Hace semanas, Galicia se quemó, quemaron Galicia. Ya casi ha pasado el furor del fuego para los que estamos lejos de allí, pero en su momento anduvimos todos como pollos sin cabeza, angustiados ante las imágenes devastadoras de bosques y vidas ardiendo. En medio de aquello, surgió una foto icónica, una imagen que ahora ha pasado a imagen de archivo confusa y vergonzante, pero que en su momento fue alzada como estandarte del dolor y la ternura y la bondad rompiendo fronteras: un perro (una perra, se presumía) salía de una zona calcinada con un cuerpo animal diminuto completamente carbonizado entre sus fauces. No recuerdo el nombre de ese can, porque prefiero no recordarlo, pero lo tenía. Observé cómo el clamor popular vendía a este animal como mascarón de proa de la bondad abriéndose paso en la cruel desgracia. Según artículos y comentarios, lo que aquella perra llevaba en la boca era su propio cachorro hecho carbón. Durante algunos días, se la había visto rescatando animales muertos del bosque y enterrándolos en un terreno cercano a la iglesia del pueblo, en una suerte de milagro de la nobleza animal (con un pequeño añadido de religiosidad que aportaba cierto brillo canonizable a la historia). Soy dada, como cualquier señora emocional amante de las ficciones, a querer creer este tipo de cuentos de Grimm. Me gusta emocionarme antes los milagros inexplicables, me gusta que los haya. Pero, tras dos minutos entregada al estremecimiento del I want to believe, una idea brutal como la misma naturaleza se abrió paso en mi candor de clickbait fácil: aquel perro no podía estar realizando una labor de sepultura cristiana. Ese pecho peludo no estaba inundado de piedad, tal y como se le suponía. Aquella bestia, bella y entregada a la supervivencia, estaba haciendo despensa. 
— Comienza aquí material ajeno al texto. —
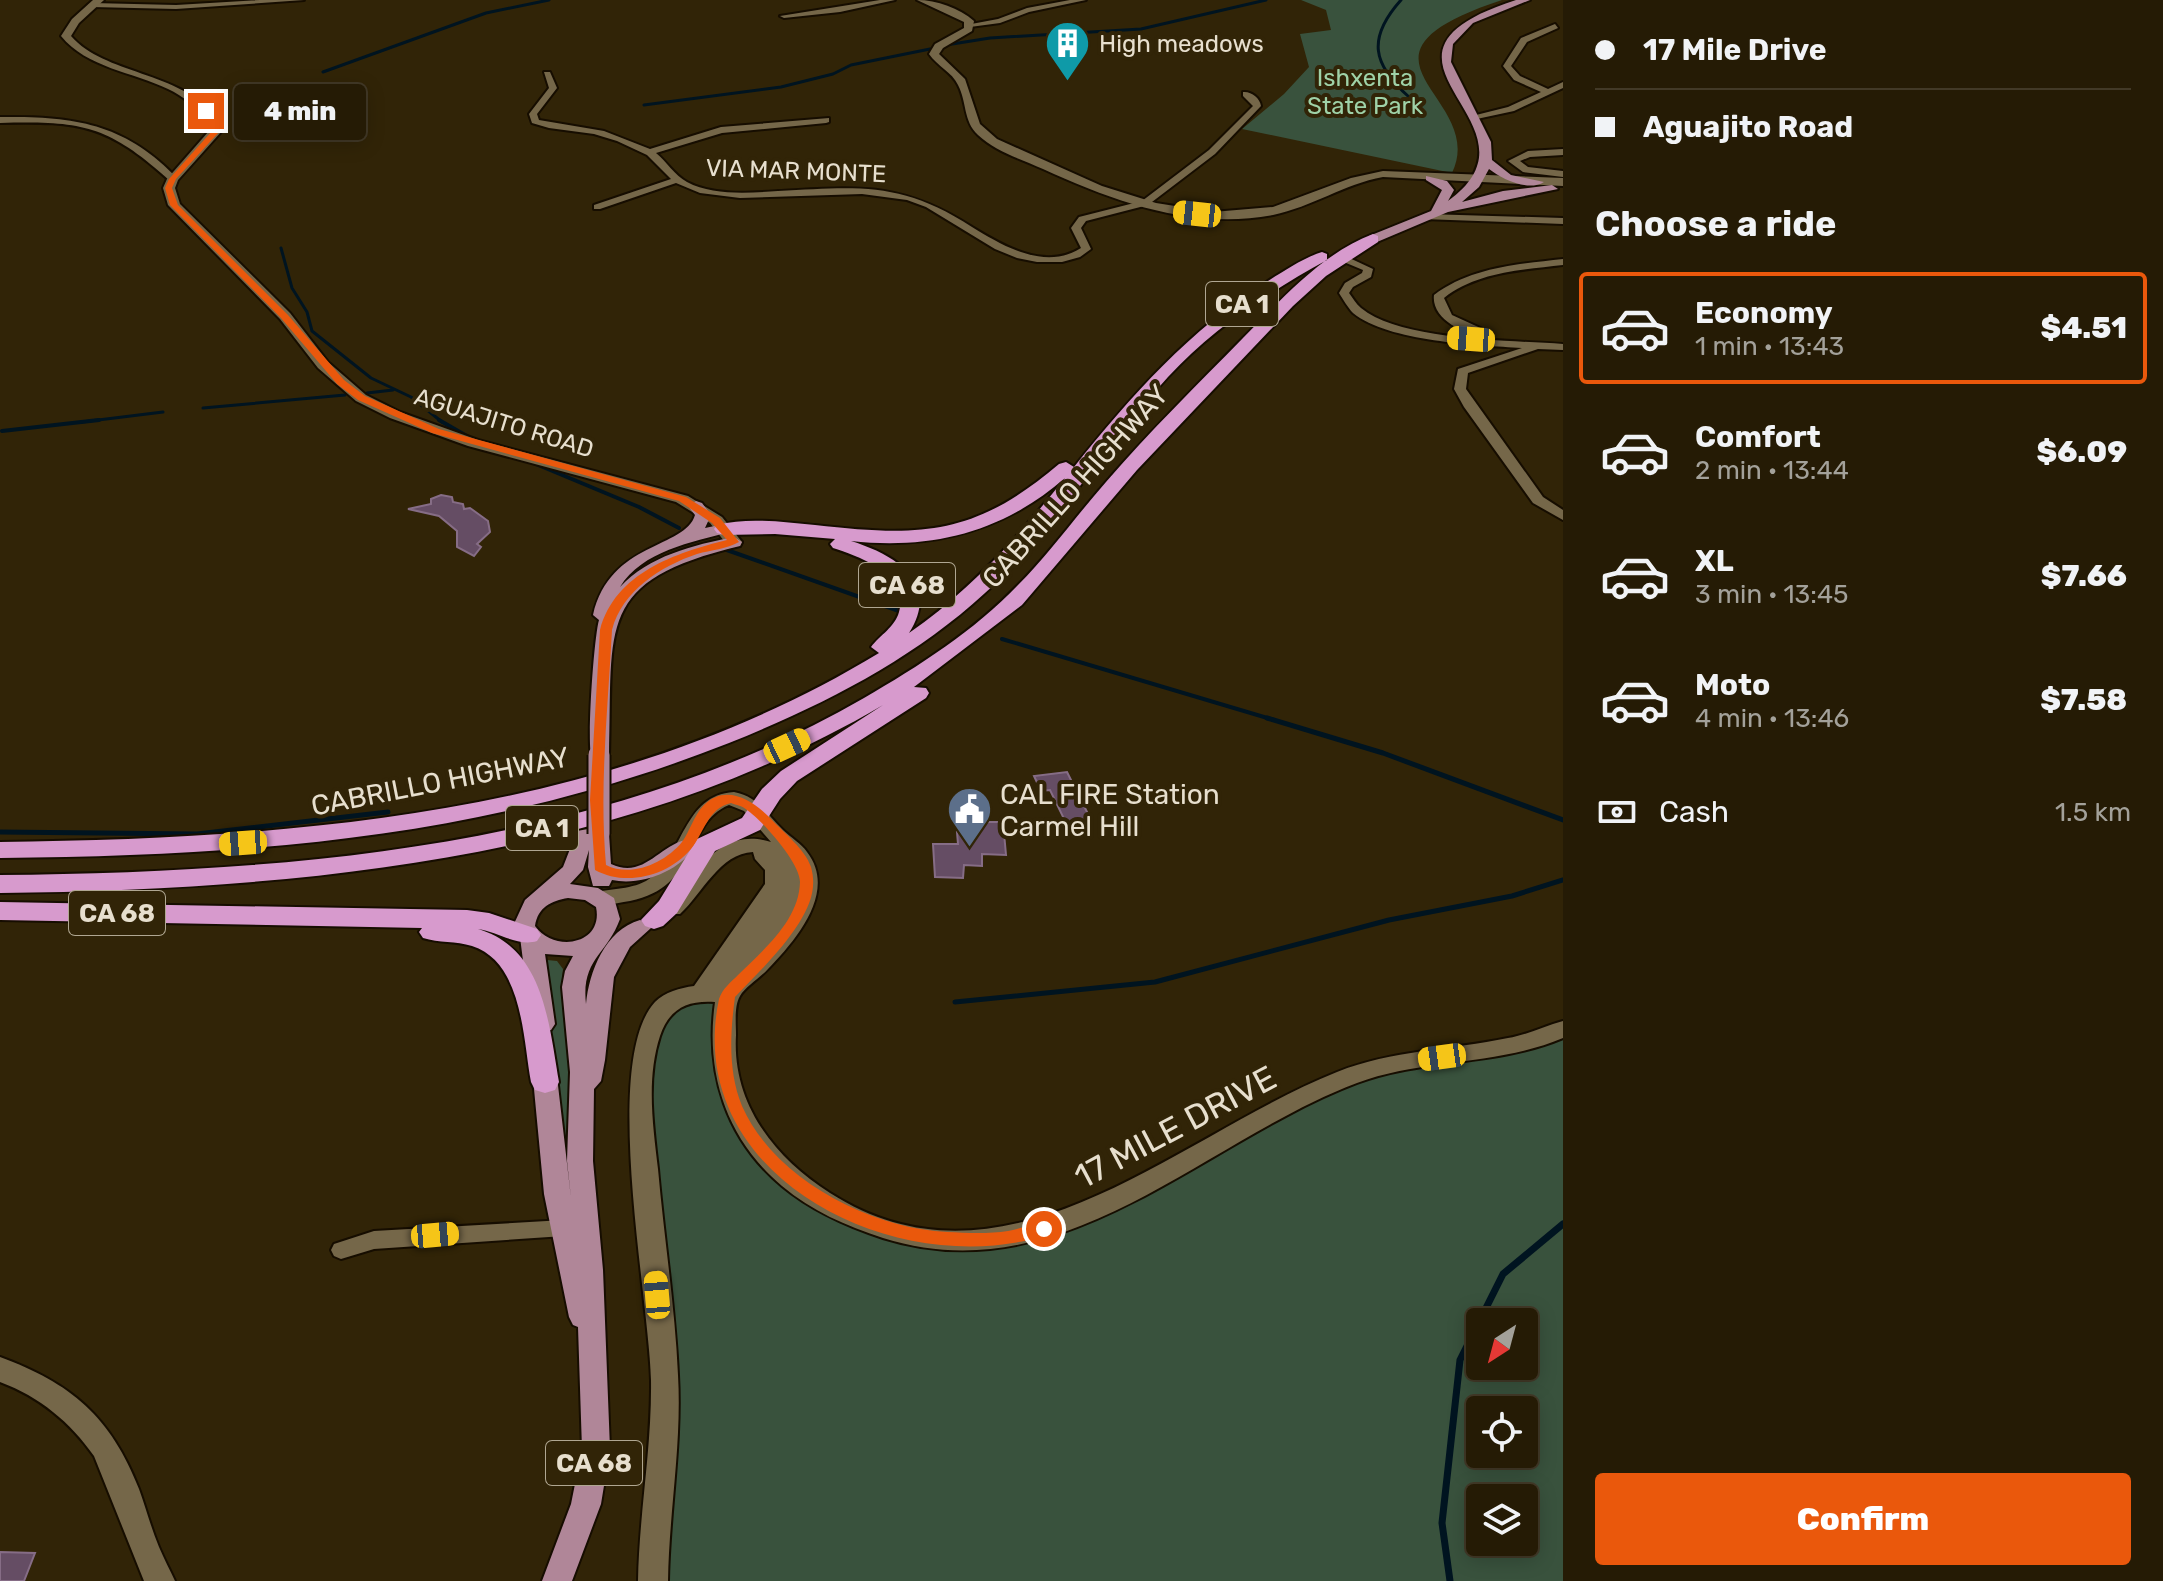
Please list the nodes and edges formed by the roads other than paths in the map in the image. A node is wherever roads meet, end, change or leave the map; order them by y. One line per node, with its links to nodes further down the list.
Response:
1 (300, 0): 7 (street)
2 (891, 0): 11 (street)
3 (922, 0): 12 (street)
4 (1020, 0): 9 (street)
5 (1082, 0): 8 (street)
6 (1525, 0): 18 (main road)
7 (96, 2): 26 (street)
8 (1064, 4): 9 (street); 10 (street)
9 (1037, 8): 12 (street)
10 (1079, 11)
11 (784, 16)
12 (970, 25): 30 (street)
13 (1555, 26): 16 (street)
14 (547, 74): 22 (street, VIA MAR MONTE)
15 (1563, 85): 16 (street)
16 (1546, 91): 18 (street)
17 (1246, 94): 30 (street, VIA MAR MONTE)
18 (1475, 118): 23 (main road)
19 (0, 120): 26 (street)
20 (826, 120): 22 (street)
21 (1562, 151): 24 (street)
22 (649, 152): 27 (street, VIA MAR MONTE)
23 (1487, 162): 28 (main road, CABRILLO HIGHWAY / CA 1); 29 (main road)
24 (1563, 174)
25 (1424, 176): 28 (street); 30 (street); 32 (main road)
26 (173, 179): 41 (street, AGUAJITO ROAD)
27 (677, 180): 30 (street, VIA MAR MONTE); 31 (street)
28 (1477, 182): 29 (street); 32 (main road, CABRILLO HIGHWAY / CA 1)
29 (1555, 186): 32 (main road)
30 (1142, 205)
31 (597, 207)
32 (1431, 215): 33 (street); 34 (main road, CABRILLO HIGHWAY / CA 1)
33 (1563, 221)
34 (1373, 239): 35 (highway, CABRILLO HIGHWAY / CA 1); 40 (highway, CABRILLO HIGHWAY / CA 1)
35 (1343, 258): 37 (street); 45 (highway, CABRILLO HIGHWAY / CA 1)
36 (1563, 262): 37 (street)
37 (1500, 341): 38 (street)
38 (1537, 346): 39 (street); 42 (street)
39 (1562, 346)
40 (1110, 435): 43 (highway); 47 (highway, CABRILLO HIGHWAY / CA 1)
41 (696, 506): 43 (street, AGUAJITO ROAD); 44 (main road)
42 (1563, 516)
43 (729, 535): 44 (main road, CA 68); 46 (main road, CA 68); 47 (highway, CA 68)
44 (666, 545): 46 (main road, CA 68)
45 (1027, 589): 48 (highway); 53 (highway, CABRILLO HIGHWAY / CA 1)
46 (606, 630): 49 (main road, CA 68, bridge)
47 (787, 710): 51 (highway, CABRILLO HIGHWAY / CA 1)
48 (759, 815): 50 (street); 58 (highway); 61 (street)
49 (591, 835): 52 (main road, CA 68); 55 (main road, CA 68)
50 (685, 847): 52 (main road); 54 (street)
51 (0, 850)
52 (599, 867): 54 (main road, CA 68)
53 (0, 884)
54 (598, 897): 55 (main road); 60 (main road, CA 68)
55 (541, 898): 59 (main road, CA 68)
56 (0, 911): 57 (highway, CA 68)
57 (234, 917): 59 (highway); 63 (highway)
58 (647, 924): 60 (street, 17 MILE DRIVE); 61 (street, 17 MILE DRIVE); 64 (main road)
59 (530, 937): 60 (main road); 63 (main road, CA 68)
60 (595, 941): 64 (main road, CA 68)
61 (715, 993): 62 (street, 17 MILE DRIVE); 71 (street)
62 (1563, 1029)
63 (545, 1082): 65 (main road, CA 68)
64 (582, 1104): 67 (main road, CA 68)
65 (564, 1228): 66 (street); 67 (main road, CA 68)
66 (341, 1250)
67 (590, 1340): 70 (main road, CA 68)
68 (0, 1369): 69 (street)
69 (160, 1581)
70 (557, 1581)
71 (653, 1581)

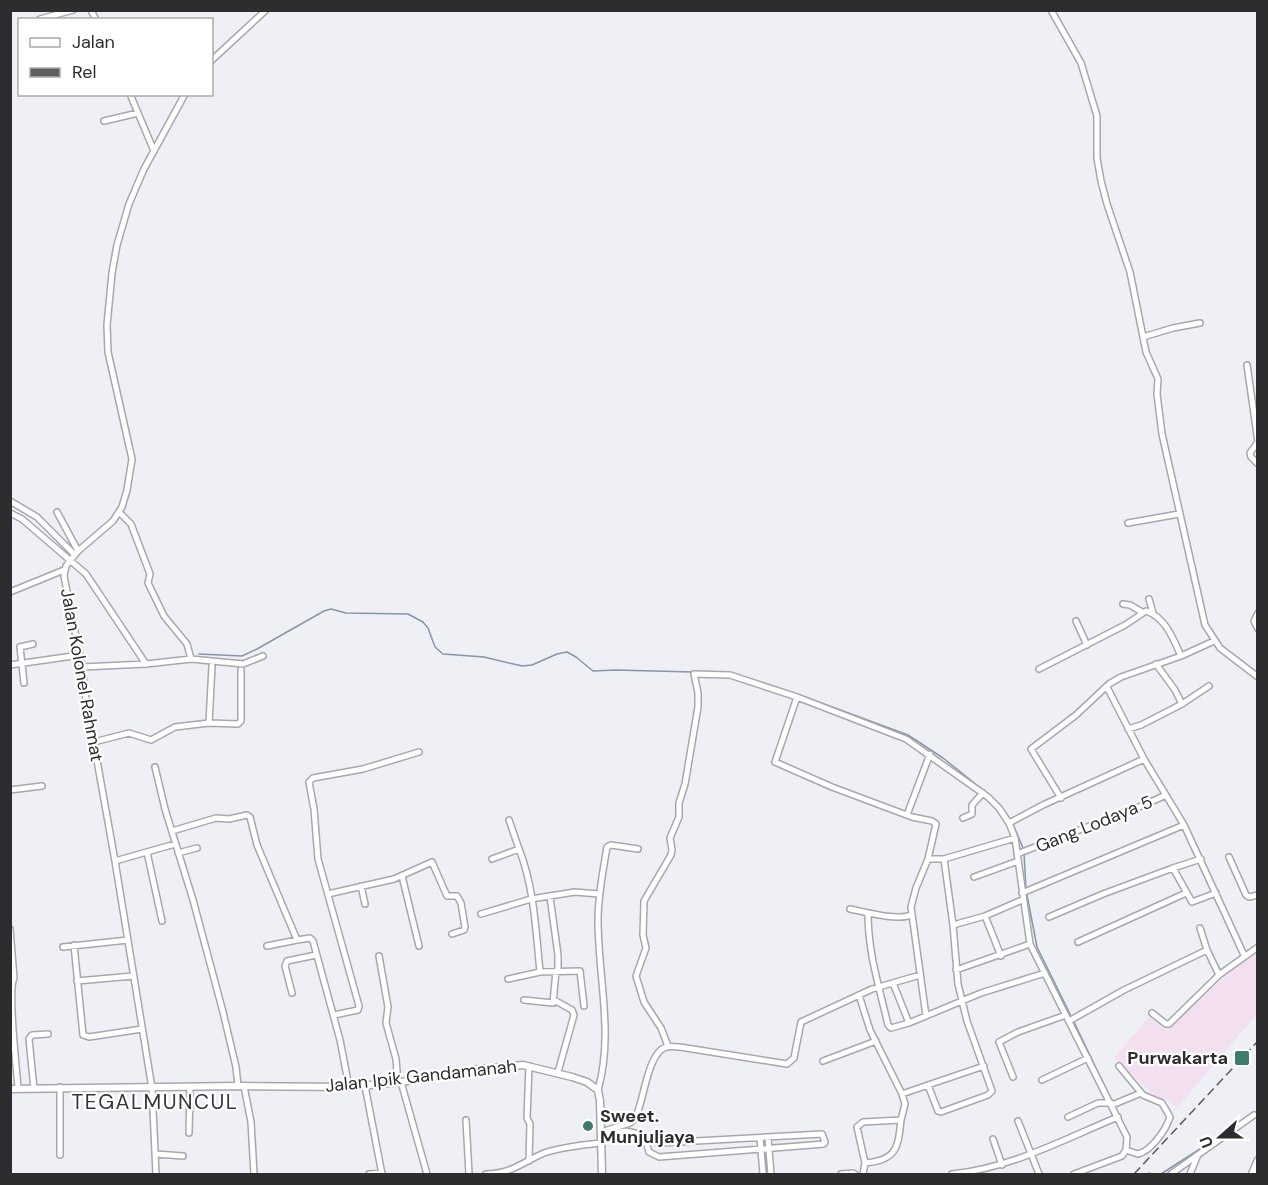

Durante algunas noches, nada más apagar la luz, lo sucedido me llenaba de horror. La creencia de que aquel perro era una hembra que honraba los restos mortales de sus cachorros me parecía espantosa, altamente peligrosa. Pero aún más espantosa me parecía la fuerza con la que me aferré durante algunos minutos a aquel suceso Disney. Al encontrarnos en un momento tan lleno de espantos cotidianos, tan hundidos de pronto en la violencia y la incomprensión, entendí que la facilidad para tragarnos la arrasadora historia de tristeza nivel Bambi había respondido quizás a una necesidad apremiante de unirnos en una breve borrachera feliz, en un coro de voces blancas. 

Es este un ejemplo nimio, que quizás parezca poco peligroso. Un perro, su cachorro, qué tiene de malo. Pero pensemos que vivimos parloteando sobre la manipulación a la que somos sometidos por los medios, sin pararnos a pensar en la manipulación a la que nosotros mismos nos sometemos, en el propio candor del que nos emborrachamos. Si creímos firmemente, y corazoneamos en redes la tierna historia de la perra que daba la extremaunción y un sepulcro digno a sus amados cachorros, ¿qué no creeremos después? Quizás cada día, con cada noticia, antes de enlazar nuestro brazo con el de otros borrachos e iniciar la fiesta jaleando o abucheando o enterneciéndonos por cada noticia, debamos hacernos a un lado, dejar de saltar, derramar la copa en el suelo, esperar.